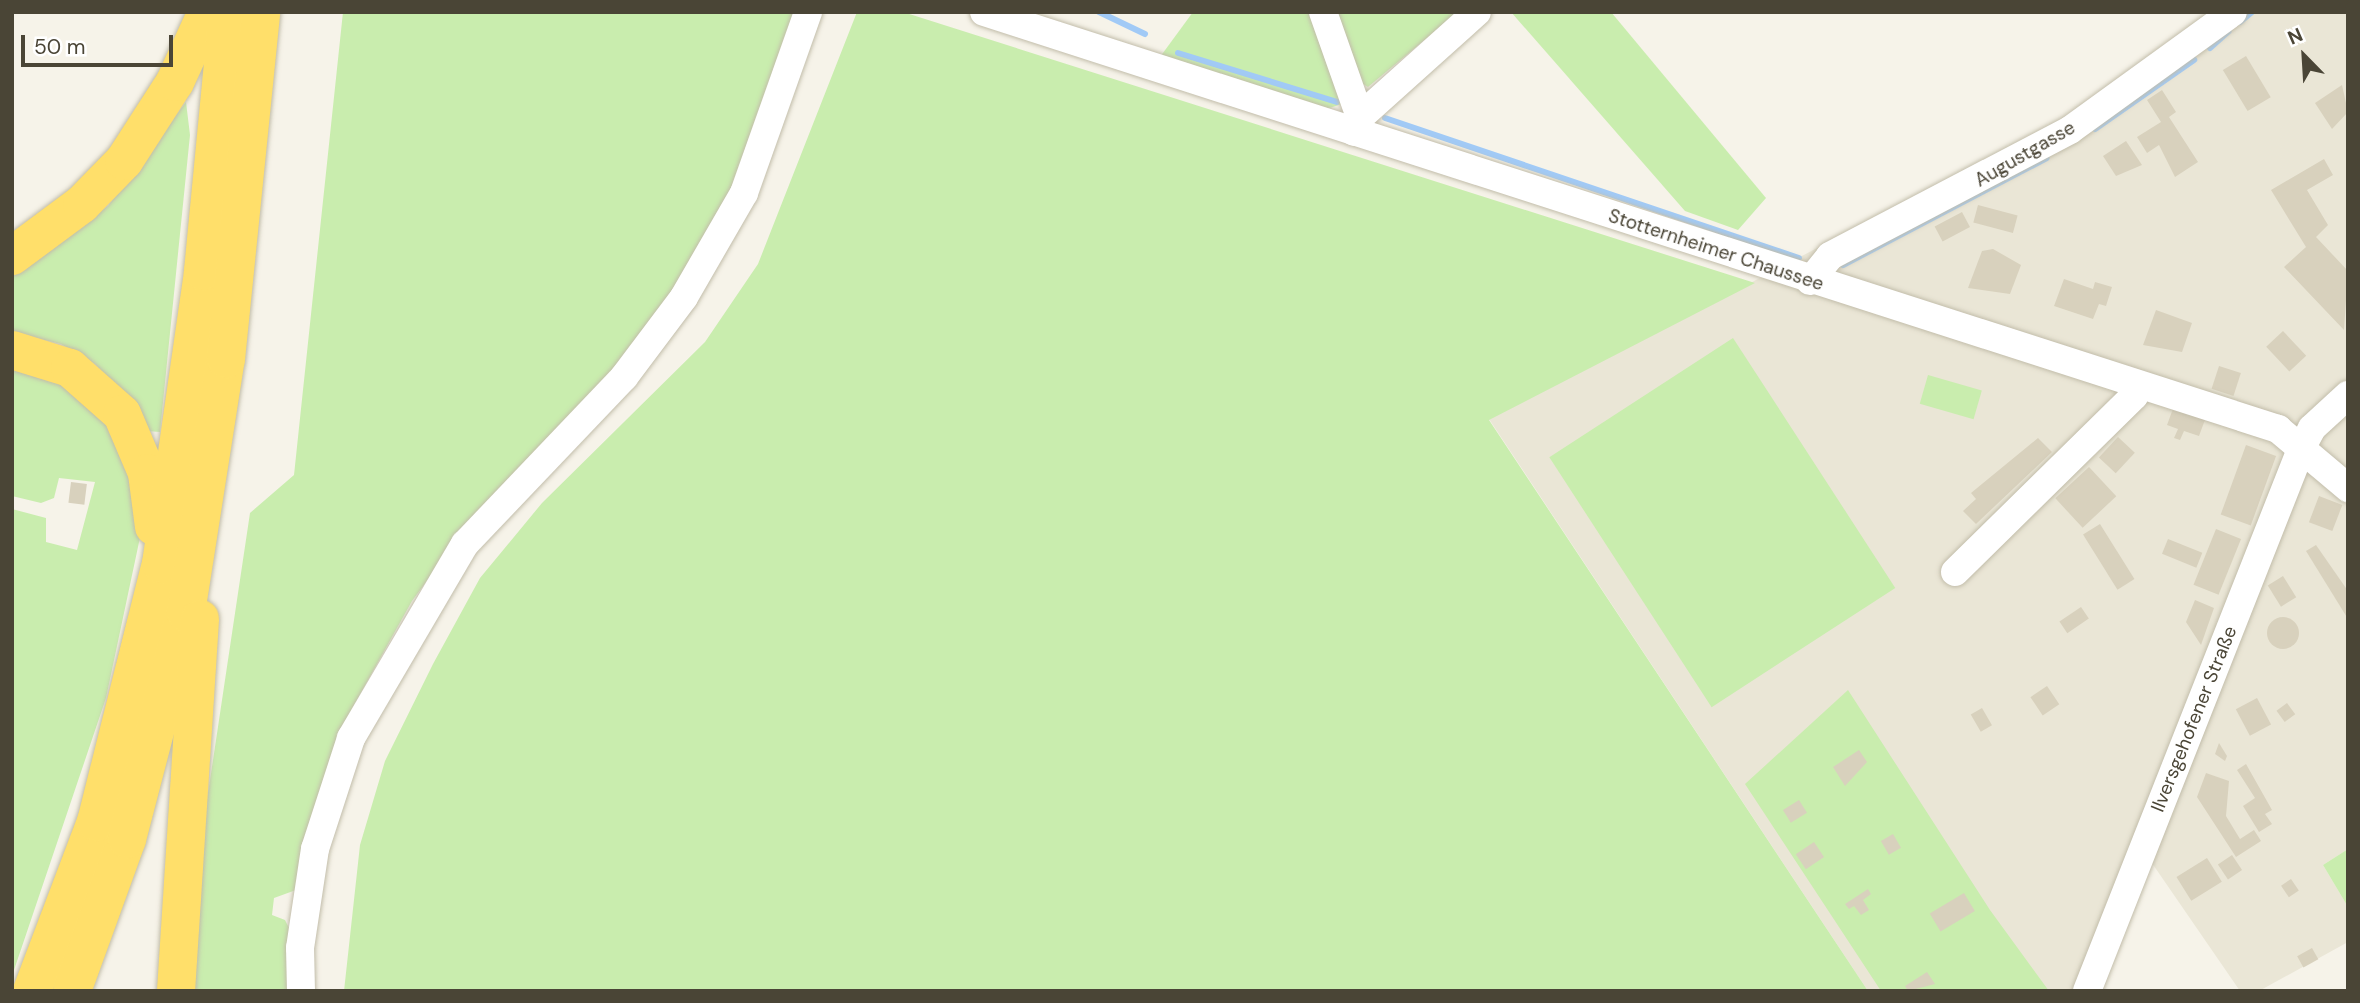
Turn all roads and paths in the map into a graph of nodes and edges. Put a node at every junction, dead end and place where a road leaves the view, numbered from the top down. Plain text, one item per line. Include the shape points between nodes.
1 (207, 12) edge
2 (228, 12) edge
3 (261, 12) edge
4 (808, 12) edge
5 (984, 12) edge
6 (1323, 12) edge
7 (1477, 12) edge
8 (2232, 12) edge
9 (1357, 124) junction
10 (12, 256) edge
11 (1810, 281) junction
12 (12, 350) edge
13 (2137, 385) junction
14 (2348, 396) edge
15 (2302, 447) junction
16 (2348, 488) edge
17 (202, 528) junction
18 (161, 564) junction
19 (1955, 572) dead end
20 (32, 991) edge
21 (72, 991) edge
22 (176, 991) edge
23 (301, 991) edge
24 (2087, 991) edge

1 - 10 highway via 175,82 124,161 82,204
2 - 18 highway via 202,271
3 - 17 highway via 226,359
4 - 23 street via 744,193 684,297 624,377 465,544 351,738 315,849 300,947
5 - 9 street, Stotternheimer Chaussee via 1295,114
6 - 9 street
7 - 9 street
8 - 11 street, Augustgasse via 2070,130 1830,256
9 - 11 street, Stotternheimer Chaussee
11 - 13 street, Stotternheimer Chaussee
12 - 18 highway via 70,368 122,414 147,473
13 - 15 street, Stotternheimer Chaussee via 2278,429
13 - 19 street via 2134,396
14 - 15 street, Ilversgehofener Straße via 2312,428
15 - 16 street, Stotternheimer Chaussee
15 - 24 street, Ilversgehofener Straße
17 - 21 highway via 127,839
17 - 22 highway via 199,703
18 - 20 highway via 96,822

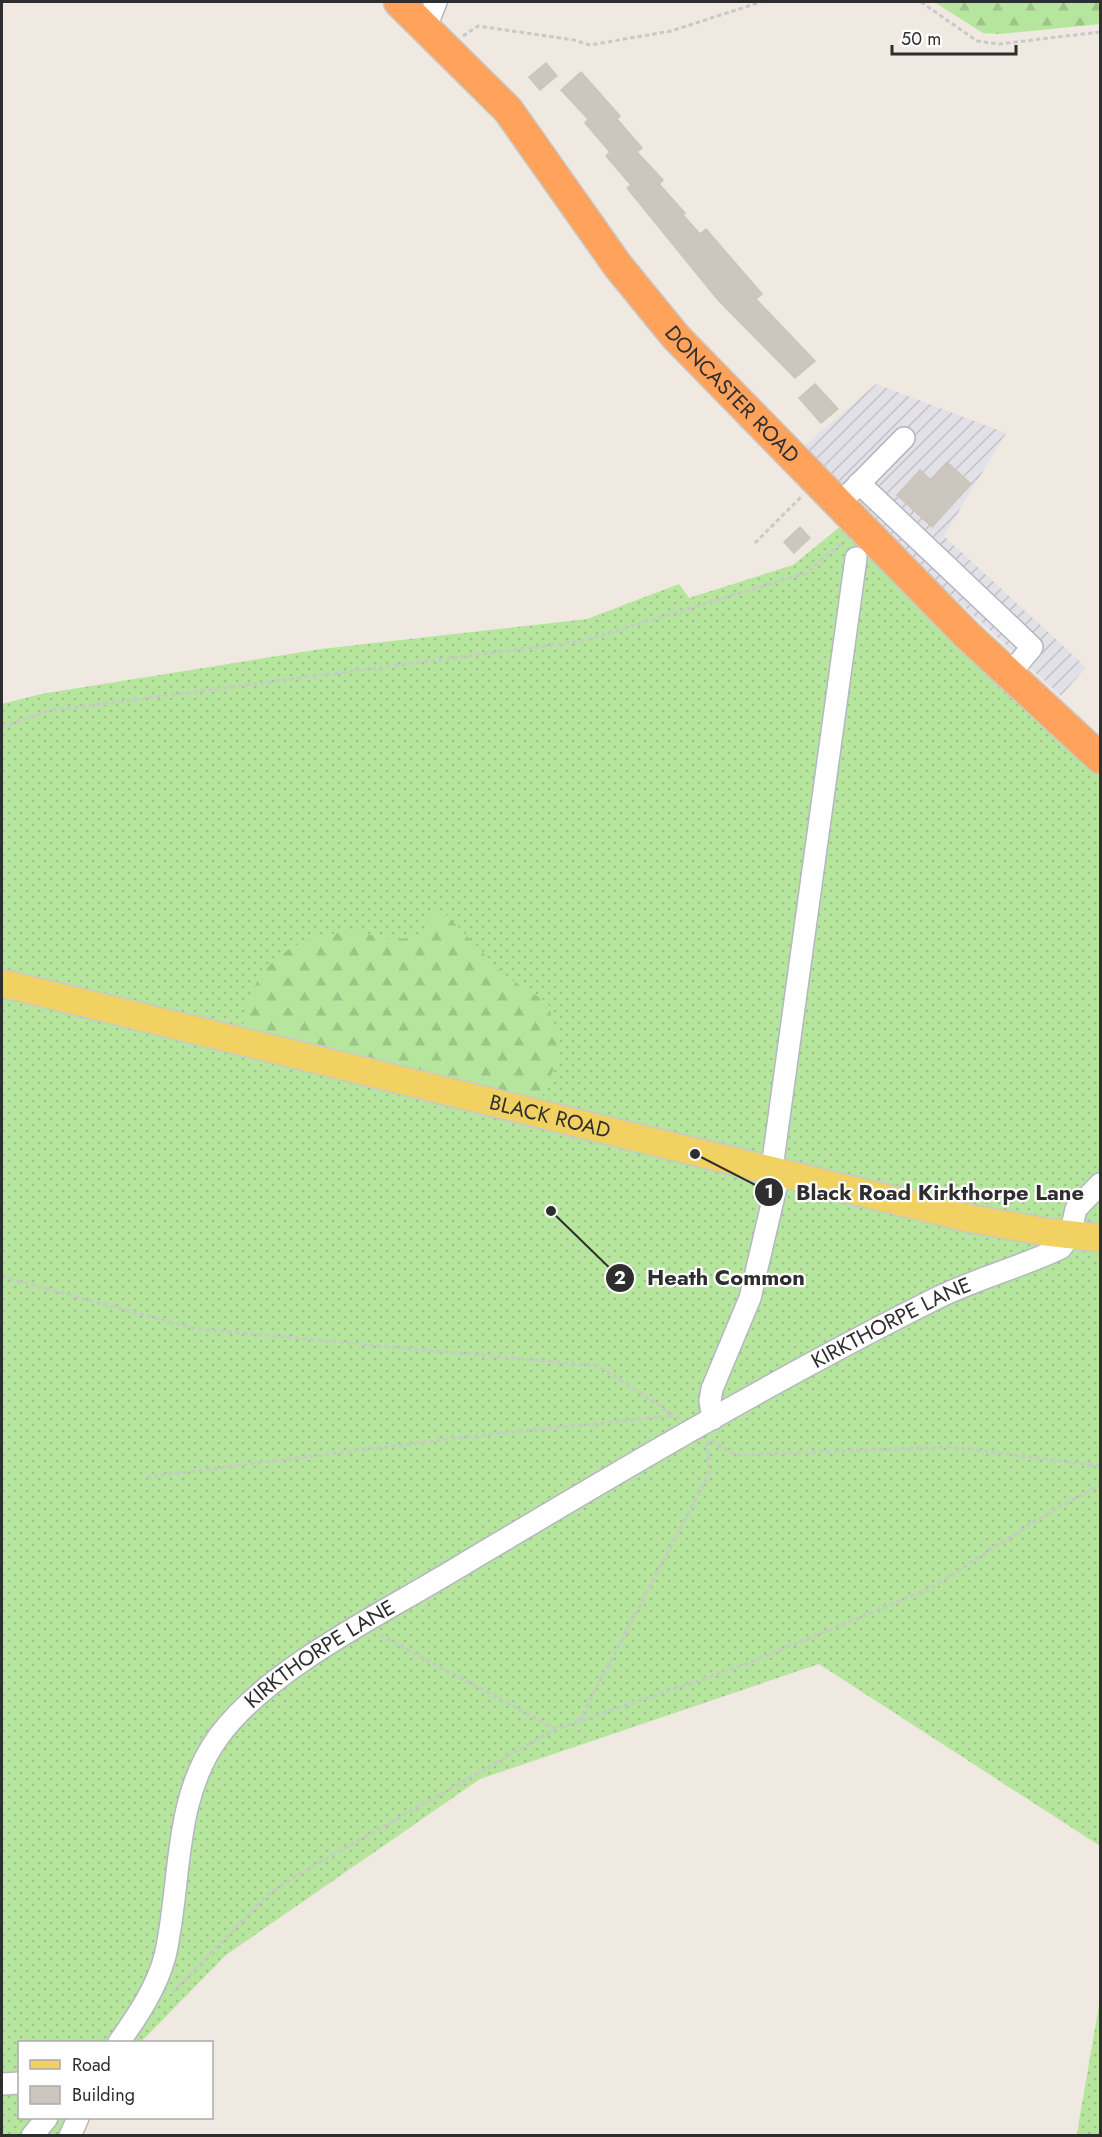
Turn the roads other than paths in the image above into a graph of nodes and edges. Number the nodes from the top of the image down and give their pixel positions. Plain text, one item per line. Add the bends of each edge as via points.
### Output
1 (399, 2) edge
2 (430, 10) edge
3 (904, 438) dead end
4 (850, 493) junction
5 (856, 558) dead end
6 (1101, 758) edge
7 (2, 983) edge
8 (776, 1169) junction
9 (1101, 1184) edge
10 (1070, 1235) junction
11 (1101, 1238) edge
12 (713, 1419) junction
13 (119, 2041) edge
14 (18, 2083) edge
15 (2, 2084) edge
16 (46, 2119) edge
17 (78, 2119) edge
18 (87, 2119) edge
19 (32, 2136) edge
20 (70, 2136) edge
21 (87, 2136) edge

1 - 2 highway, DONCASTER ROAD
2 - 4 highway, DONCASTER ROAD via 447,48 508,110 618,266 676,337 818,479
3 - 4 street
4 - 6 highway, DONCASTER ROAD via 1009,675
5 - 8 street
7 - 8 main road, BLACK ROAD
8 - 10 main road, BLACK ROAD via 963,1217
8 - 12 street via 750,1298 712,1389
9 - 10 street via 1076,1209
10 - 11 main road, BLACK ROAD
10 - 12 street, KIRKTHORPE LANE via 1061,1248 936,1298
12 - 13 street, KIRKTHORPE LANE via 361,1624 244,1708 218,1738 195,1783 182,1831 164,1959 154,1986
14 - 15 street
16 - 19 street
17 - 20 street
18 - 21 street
..........
Work task
Repeat the full listing above without altering a word, and skip the pictures.

Response
Turn all roads and paths in the map into a graph of nodes and edges. Put a node at every junction, dead end and place where a road leaves the view, numbered from the top down. Plain text, one item per line. Include the shape points between nodes.
1 (207, 12) edge
2 (228, 12) edge
3 (261, 12) edge
4 (808, 12) edge
5 (984, 12) edge
6 (1323, 12) edge
7 (1477, 12) edge
8 (2232, 12) edge
9 (1357, 124) junction
10 (12, 256) edge
11 (1810, 281) junction
12 (12, 350) edge
13 (2137, 385) junction
14 (2348, 396) edge
15 (2302, 447) junction
16 (2348, 488) edge
17 (202, 528) junction
18 (161, 564) junction
19 (1955, 572) dead end
20 (32, 991) edge
21 (72, 991) edge
22 (176, 991) edge
23 (301, 991) edge
24 (2087, 991) edge

1 - 10 highway via 175,82 124,161 82,204
2 - 18 highway via 202,271
3 - 17 highway via 226,359
4 - 23 street via 744,193 684,297 624,377 465,544 351,738 315,849 300,947
5 - 9 street, Stotternheimer Chaussee via 1295,114
6 - 9 street
7 - 9 street
8 - 11 street, Augustgasse via 2070,130 1830,256
9 - 11 street, Stotternheimer Chaussee
11 - 13 street, Stotternheimer Chaussee
12 - 18 highway via 70,368 122,414 147,473
13 - 15 street, Stotternheimer Chaussee via 2278,429
13 - 19 street via 2134,396
14 - 15 street, Ilversgehofener Straße via 2312,428
15 - 16 street, Stotternheimer Chaussee
15 - 24 street, Ilversgehofener Straße
17 - 21 highway via 127,839
17 - 22 highway via 199,703
18 - 20 highway via 96,822

Turn the roads other than paths in the image above into a graph of nodes and edges. Number the nodes from the top of the image down and give their pixel positions. Plain text, one item per line. Add the bends of each edge as via points.
### Output
1 (399, 2) edge
2 (430, 10) edge
3 (904, 438) dead end
4 (850, 493) junction
5 (856, 558) dead end
6 (1101, 758) edge
7 (2, 983) edge
8 (776, 1169) junction
9 (1101, 1184) edge
10 (1070, 1235) junction
11 (1101, 1238) edge
12 (713, 1419) junction
13 (119, 2041) edge
14 (18, 2083) edge
15 (2, 2084) edge
16 (46, 2119) edge
17 (78, 2119) edge
18 (87, 2119) edge
19 (32, 2136) edge
20 (70, 2136) edge
21 (87, 2136) edge

1 - 2 highway, DONCASTER ROAD
2 - 4 highway, DONCASTER ROAD via 447,48 508,110 618,266 676,337 818,479
3 - 4 street
4 - 6 highway, DONCASTER ROAD via 1009,675
5 - 8 street
7 - 8 main road, BLACK ROAD
8 - 10 main road, BLACK ROAD via 963,1217
8 - 12 street via 750,1298 712,1389
9 - 10 street via 1076,1209
10 - 11 main road, BLACK ROAD
10 - 12 street, KIRKTHORPE LANE via 1061,1248 936,1298
12 - 13 street, KIRKTHORPE LANE via 361,1624 244,1708 218,1738 195,1783 182,1831 164,1959 154,1986
14 - 15 street
16 - 19 street
17 - 20 street
18 - 21 street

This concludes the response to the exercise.